Par-dessus les glacis, on apercevait, pointant vers le ciel, les flèches et tours de l’église cathédrale Notre-Dame, de l’abbaye en ruines de Saint-Léger des Génovéfains, de Saint-Pierre au Parvis.
Comme garnison, 1,000 fantassins polonais sous les ordres du vaillant colonel Kozynski, une section de soldats du génie, commandés par le lieutenant colonel Saint-Hellier.
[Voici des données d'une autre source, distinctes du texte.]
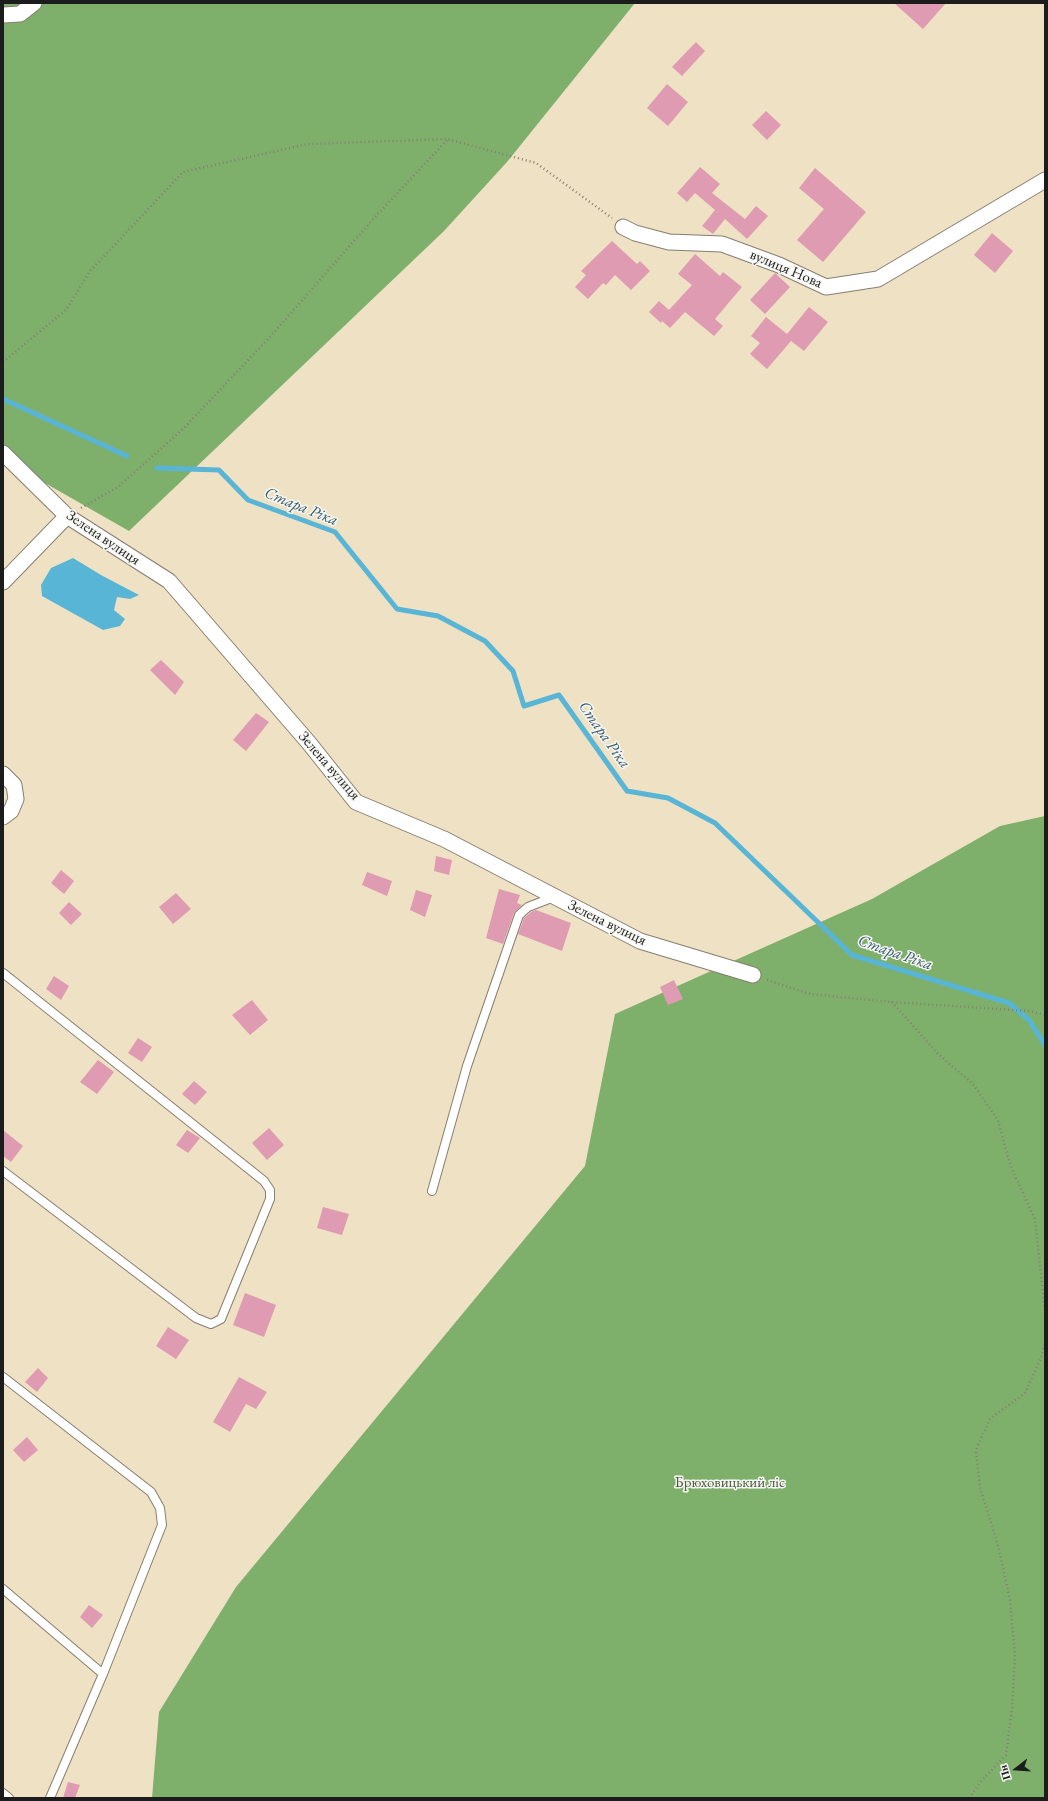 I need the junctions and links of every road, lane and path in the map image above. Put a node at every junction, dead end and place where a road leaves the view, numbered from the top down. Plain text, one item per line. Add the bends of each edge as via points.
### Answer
1 (34, 3) edge
2 (3, 15) edge
3 (447, 139) junction
4 (1045, 180) edge
5 (623, 227) joint
6 (3, 362) edge
7 (3, 453) edge
8 (67, 516) junction
9 (3, 582) edge
10 (3, 774) edge
11 (3, 817) edge
12 (554, 897) junction
13 (3, 973) edge
14 (753, 975) joint
15 (892, 1002) junction
16 (1045, 1015) edge
17 (3, 1171) edge
18 (432, 1191) dead end
19 (1045, 1312) edge
20 (1045, 1343) edge
21 (3, 1377) edge
22 (3, 1589) edge
23 (103, 1674) junction
24 (3, 1793) edge
25 (9, 1798) edge
26 (50, 1798) edge
27 (969, 1798) edge

1 - 2 street via 20,14
3 - 5 path via 536,163
3 - 6 path via 308,144 183,172 90,270 66,310
3 - 8 path via 269,338 182,430 118,487
4 - 5 street, вулиця Нова via 878,279 826,287 779,265 722,244 669,242 634,233
7 - 8 street, Зелена вулиця
8 - 9 street
8 - 12 street, Зелена вулиця via 169,581 309,743 356,802 444,839
10 - 11 street via 14,785 16,800 11,811
12 - 14 street, Зелена вулиця via 640,941
12 - 18 lane via 528,907 519,915 467,1066
13 - 17 lane via 264,1181 270,1190 270,1199 221,1319 211,1324 196,1318
14 - 15 path via 810,994
15 - 16 path via 1029,1011
15 - 19 path via 938,1054 972,1084 998,1120 1010,1165 1035,1220
20 - 27 path via 1025,1393 990,1419 976,1450 980,1487 1000,1550 1010,1600 1015,1655 1006,1755
21 - 23 lane via 151,1492 160,1508 162,1525
22 - 23 lane
23 - 26 lane
24 - 25 lane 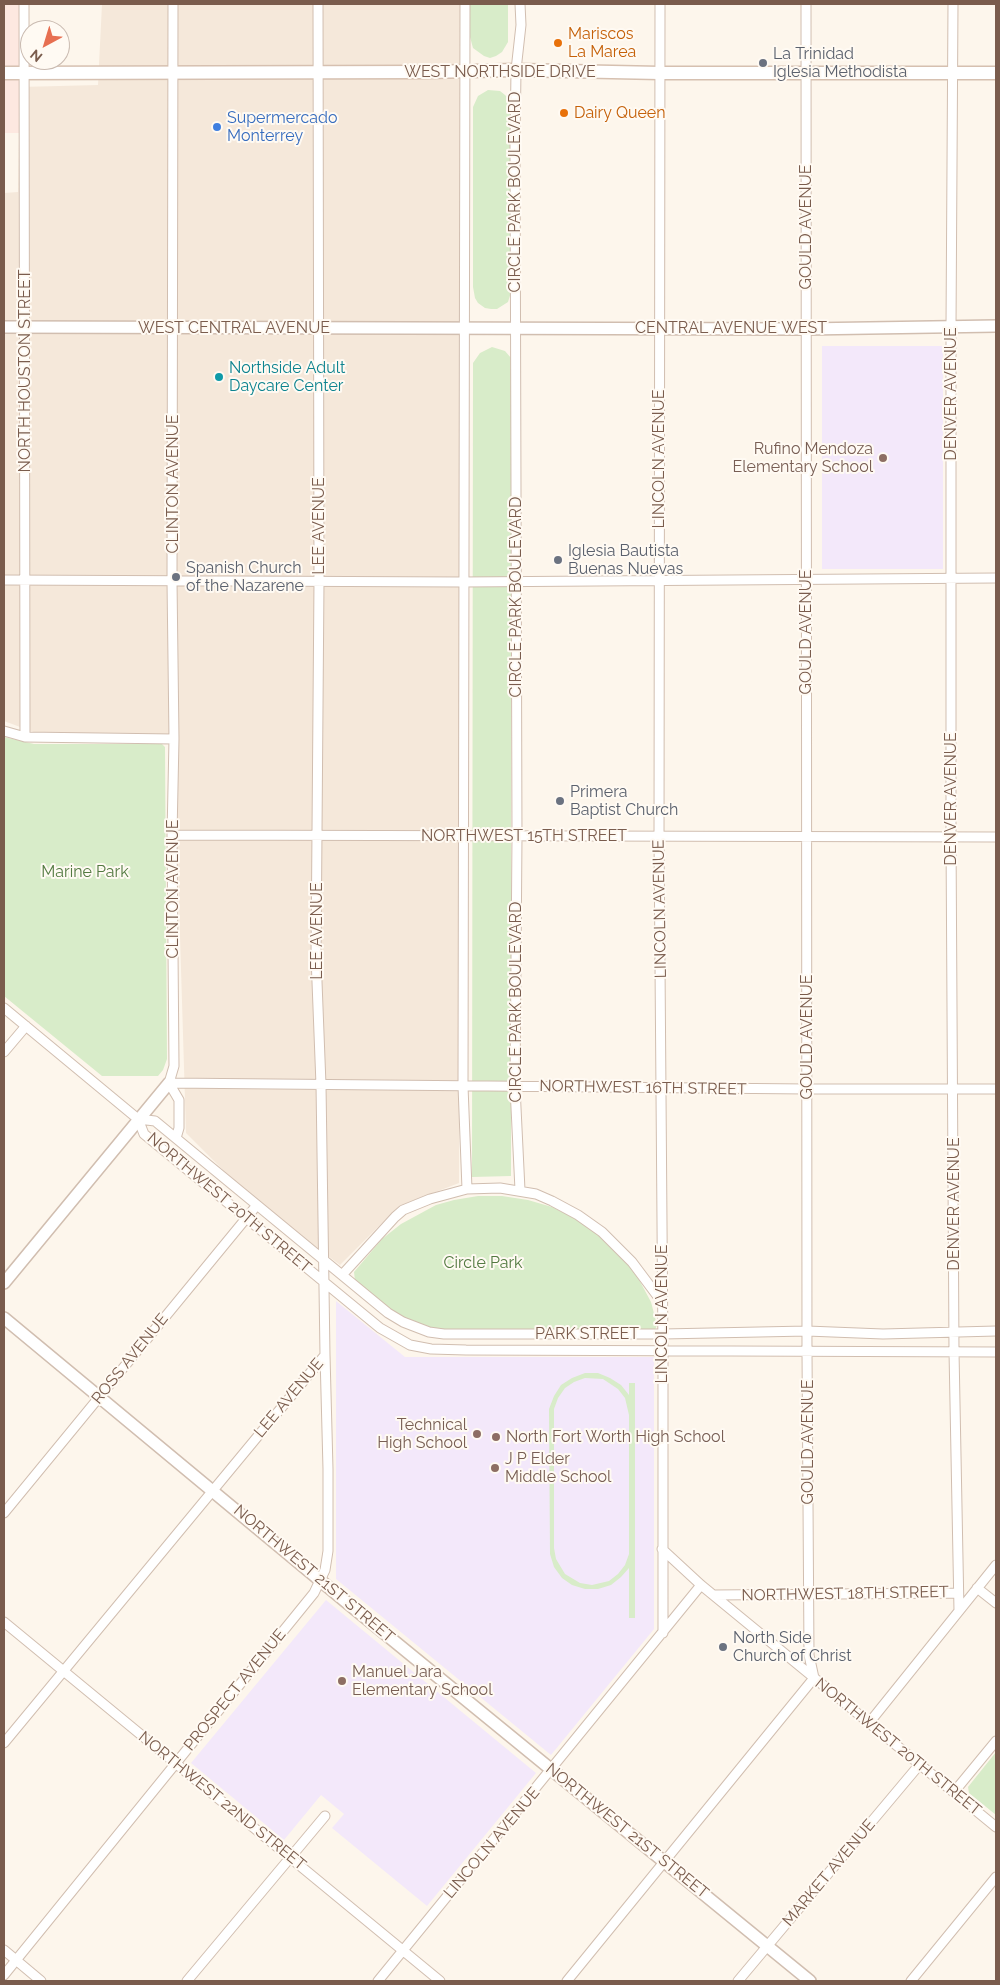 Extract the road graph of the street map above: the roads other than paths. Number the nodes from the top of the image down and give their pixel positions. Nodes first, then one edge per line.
1 (24, 4) edge
2 (173, 4) edge
3 (318, 4) edge
4 (465, 4) edge
5 (520, 4) edge
6 (660, 4) edge
7 (806, 4) edge
8 (953, 4) edge
9 (516, 70) junction
10 (320, 72) junction
11 (465, 72) junction
12 (4, 73) edge
13 (24, 73) junction
14 (173, 73) junction
15 (660, 73) junction
16 (805, 73) junction
17 (953, 73) junction
18 (996, 73) edge
19 (951, 326) junction
20 (996, 326) edge
21 (4, 327) edge
22 (25, 327) junction
23 (173, 328) junction
24 (318, 328) junction
25 (465, 328) junction
26 (516, 328) junction
27 (659, 329) junction
28 (806, 329) junction
29 (952, 578) junction
30 (996, 578) edge
31 (806, 579) junction
32 (4, 580) edge
33 (25, 580) junction
34 (172, 581) junction
35 (319, 581) junction
36 (516, 581) junction
37 (660, 581) junction
38 (463, 582) junction
39 (4, 731) edge
40 (25, 738) junction
41 (174, 739) junction
42 (172, 835) junction
43 (317, 836) junction
44 (463, 836) junction
45 (517, 836) junction
46 (659, 836) junction
47 (806, 837) junction
48 (951, 837) junction
49 (996, 837) edge
50 (4, 1008) edge
51 (26, 1026) junction
52 (4, 1052) edge
53 (169, 1084) junction
54 (321, 1085) junction
55 (463, 1086) junction
56 (515, 1086) junction
57 (662, 1088) junction
58 (807, 1089) junction
59 (953, 1089) junction
60 (996, 1089) edge
61 (138, 1119) junction
62 (176, 1138) junction
63 (467, 1189) junction
64 (520, 1190) junction
65 (256, 1205) junction
66 (246, 1218) junction
67 (322, 1259) junction
68 (342, 1276) junction
69 (4, 1283) edge
70 (325, 1283) junction
71 (662, 1302) junction
72 (4, 1318) edge
73 (807, 1330) junction
74 (954, 1331) junction
75 (996, 1332) edge
76 (663, 1334) junction
77 (807, 1350) junction
78 (663, 1351) junction
79 (954, 1351) junction
80 (996, 1352) edge
81 (325, 1355) junction
82 (100, 1397) junction
83 (212, 1490) junction
84 (4, 1513) edge
85 (662, 1549) junction
86 (996, 1565) edge
87 (320, 1580) junction
88 (702, 1585) junction
89 (978, 1588) junction
90 (958, 1593) junction
91 (714, 1595) junction
92 (809, 1596) junction
93 (996, 1604) edge
94 (958, 1611) junction
95 (4, 1622) edge
96 (663, 1633) junction
97 (64, 1671) junction
98 (814, 1678) junction
99 (869, 1723) junction
100 (996, 1741) edge
101 (4, 1743) edge
102 (176, 1763) junction
103 (920, 1764) junction
104 (552, 1770) junction
105 (954, 1792) junction
106 (325, 1816) dead end
107 (996, 1827) edge
108 (290, 1857) junction
109 (665, 1862) junction
110 (996, 1877) edge
111 (767, 1946) junction
112 (4, 1950) edge
113 (403, 1951) junction
114 (16, 1960) junction
115 (4, 1975) edge
116 (41, 1981) edge
117 (187, 1981) edge
118 (378, 1981) edge
119 (440, 1981) edge
120 (567, 1981) edge
121 (738, 1981) edge
122 (810, 1981) edge
123 (911, 1981) edge

1 - 13 street, NORTH HOUSTON STREET
2 - 14 street, CLINTON AVENUE
3 - 10 street, LEE AVENUE
4 - 11 street
5 - 9 street, CIRCLE PARK BOULEVARD
6 - 15 street, LINCOLN AVENUE
7 - 16 street, GOULD AVENUE
8 - 17 street, DENVER AVENUE
9 - 11 main road, WEST NORTHSIDE DRIVE
9 - 15 main road, WEST NORTHSIDE DRIVE
9 - 26 street, CIRCLE PARK BOULEVARD
10 - 11 main road, WEST NORTHSIDE DRIVE
10 - 14 main road, WEST NORTHSIDE DRIVE
10 - 24 street, LEE AVENUE
11 - 25 street
12 - 13 main road, WEST NORTHSIDE DRIVE
13 - 14 main road, WEST NORTHSIDE DRIVE
13 - 22 street, NORTH HOUSTON STREET
14 - 23 street, CLINTON AVENUE
15 - 16 main road, WEST NORTHSIDE DRIVE
15 - 27 street, LINCOLN AVENUE
16 - 17 main road, WEST NORTHSIDE DRIVE
16 - 28 street, GOULD AVENUE
17 - 18 main road, WEST NORTHSIDE DRIVE
17 - 19 street, DENVER AVENUE
19 - 20 street, CENTRAL AVENUE WEST
19 - 28 street, CENTRAL AVENUE WEST
19 - 29 street, DENVER AVENUE
21 - 22 street, WEST CENTRAL AVENUE
22 - 23 street, WEST CENTRAL AVENUE
22 - 33 street, NORTH HOUSTON STREET
23 - 24 street, WEST CENTRAL AVENUE
23 - 34 street, CLINTON AVENUE
24 - 25 street, WEST CENTRAL AVENUE
24 - 35 street, LEE AVENUE
25 - 26 street, CENTRAL AVENUE WEST
25 - 38 street
26 - 27 street, CENTRAL AVENUE WEST
26 - 36 street, CIRCLE PARK BOULEVARD
27 - 28 street, CENTRAL AVENUE WEST
27 - 37 street, LINCOLN AVENUE
28 - 31 street, GOULD AVENUE
29 - 30 street
29 - 31 street
29 - 48 street, DENVER AVENUE
31 - 37 street
31 - 47 street, GOULD AVENUE
32 - 33 street
33 - 34 street
33 - 40 street, NORTH HOUSTON STREET
34 - 35 street
34 - 41 street, CLINTON AVENUE
35 - 38 street
35 - 43 street, LEE AVENUE
36 - 37 street
36 - 38 street
36 - 45 street, CIRCLE PARK BOULEVARD
37 - 46 street, LINCOLN AVENUE
38 - 44 street
39 - 40 street
40 - 41 street
41 - 42 street, CLINTON AVENUE
42 - 43 street, NORTHWEST 15TH STREET
42 - 53 street, CLINTON AVENUE
43 - 44 street, NORTHWEST 15TH STREET
43 - 54 street, LEE AVENUE
44 - 45 street, NORTHWEST 15TH STREET
44 - 55 street
45 - 46 street, NORTHWEST 15TH STREET
45 - 56 street, CIRCLE PARK BOULEVARD
46 - 47 street, NORTHWEST 15TH STREET
46 - 57 street, LINCOLN AVENUE
47 - 48 street, NORTHWEST 15TH STREET
47 - 58 street, GOULD AVENUE
48 - 49 street, NORTHWEST 15TH STREET
48 - 59 street, DENVER AVENUE
50 - 51 street, NORTHWEST 20TH STREET
51 - 52 street
51 - 61 street, NORTHWEST 20TH STREET
53 - 54 street, NORTHWEST 16TH STREET
53 - 61 street
53 - 62 street
54 - 55 street, NORTHWEST 16TH STREET
54 - 67 street, LEE AVENUE
55 - 56 street, NORTHWEST 16TH STREET
55 - 63 street
56 - 57 street, NORTHWEST 16TH STREET
56 - 64 street, CIRCLE PARK BOULEVARD
57 - 58 street, NORTHWEST 16TH STREET
57 - 71 street, LINCOLN AVENUE
58 - 59 street, NORTHWEST 16TH STREET
58 - 73 street, GOULD AVENUE
59 - 60 street, NORTHWEST 16TH STREET
59 - 74 street, DENVER AVENUE
61 - 62 street, NORTHWEST 20TH STREET
61 - 66 street, NORTHWEST 20TH STREET
61 - 69 street
62 - 65 street, NORTHWEST 20TH STREET
63 - 64 street
63 - 68 street
64 - 71 street
65 - 66 street, ROSS AVENUE
65 - 67 street, NORTHWEST 20TH STREET
66 - 70 street, NORTHWEST 20TH STREET
66 - 82 street, ROSS AVENUE
67 - 68 street, PARK STREET
67 - 70 street, LEE AVENUE
68 - 76 street, PARK STREET
70 - 78 street, PARK STREET
70 - 81 street, LEE AVENUE
71 - 76 street, LINCOLN AVENUE
72 - 82 street, NORTHWEST 21ST STREET
73 - 74 street, PARK STREET
73 - 76 street, PARK STREET
73 - 77 street, GOULD AVENUE
74 - 75 street, PARK STREET
74 - 79 street, DENVER AVENUE
76 - 78 street, LINCOLN AVENUE
77 - 78 street, PARK STREET
77 - 79 street, PARK STREET
77 - 92 street, GOULD AVENUE
78 - 85 street, LINCOLN AVENUE
79 - 80 street, PARK STREET
79 - 90 street, DENVER AVENUE
81 - 83 street, LEE AVENUE
81 - 87 street, PROSPECT AVENUE
82 - 83 street, NORTHWEST 21ST STREET
82 - 84 street, ROSS AVENUE
83 - 87 street, NORTHWEST 21ST STREET
83 - 97 street, LEE AVENUE
85 - 88 street, NORTHWEST 20TH STREET
85 - 96 street, LINCOLN AVENUE
86 - 89 street
87 - 102 street, PROSPECT AVENUE
87 - 104 street, NORTHWEST 21ST STREET
88 - 91 street, NORTHWEST 20TH STREET
88 - 96 street, LINCOLN AVENUE
89 - 93 street
89 - 94 street
90 - 92 street, NORTHWEST 18TH STREET
90 - 94 street, NORTHWEST 18TH STREET
91 - 92 street, NORTHWEST 18TH STREET
91 - 98 street, NORTHWEST 20TH STREET
92 - 98 street, GOULD AVENUE
94 - 99 street
95 - 97 street, NORTHWEST 22ND STREET
96 - 104 street, LINCOLN AVENUE
97 - 101 street, LEE AVENUE
97 - 102 street, NORTHWEST 22ND STREET
98 - 99 street, NORTHWEST 20TH STREET
98 - 109 street
99 - 103 street, NORTHWEST 20TH STREET
100 - 105 street
102 - 108 street, NORTHWEST 22ND STREET
102 - 114 street, PROSPECT AVENUE
103 - 105 street, NORTHWEST 20TH STREET
103 - 111 street, MARKET AVENUE
104 - 109 street, NORTHWEST 21ST STREET
104 - 113 street, LINCOLN AVENUE
105 - 107 street, NORTHWEST 20TH STREET
106 - 108 street
108 - 113 street, NORTHWEST 22ND STREET
108 - 117 street
109 - 111 street, NORTHWEST 21ST STREET
109 - 120 street
110 - 123 street
111 - 121 street, MARKET AVENUE
111 - 122 street, NORTHWEST 21ST STREET
112 - 114 street
113 - 118 street, LINCOLN AVENUE
113 - 119 street, NORTHWEST 22ND STREET
114 - 115 street, PROSPECT AVENUE
114 - 116 street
C’était peu ; mais les remparts étaient solides, les combattants aussi, et la ville eût pu sans peine résister quelques jours à un siège en règle.
Napoléon ne demandait que vingt-quatre heures, et Blücher serait écrasé, son armée détruite, la France délivrée.
Hélas ! dans l’histoire des peuples, certaines minutes sont voilées de crêpe.
Parmi les défenseurs de Soissons, un seul était faible, irrésolu, inintelligent, et celui-là était le chef suprême : le général Moreau.
Contrairement aux instructions de l’Empereur, il n’avait fait ni raser les faubourgs gênant la défense ni miner le pont jeté sur l’Aisne, afin de le détruire s’il reconnaissait l’impossibilité de le fermer aux alliés.
Or, le 2 mars, au matin, deux masses ennemies s’étaient présentées devant la cité. L’une formée d’environ 30,000 hommes, conduite par Bulow, arrivait de Belgique par la rive droite de l’Aisne ; l’autre forte de 20,000, longeait la rive gauche, amenée de Reims par le général Wintzingerode.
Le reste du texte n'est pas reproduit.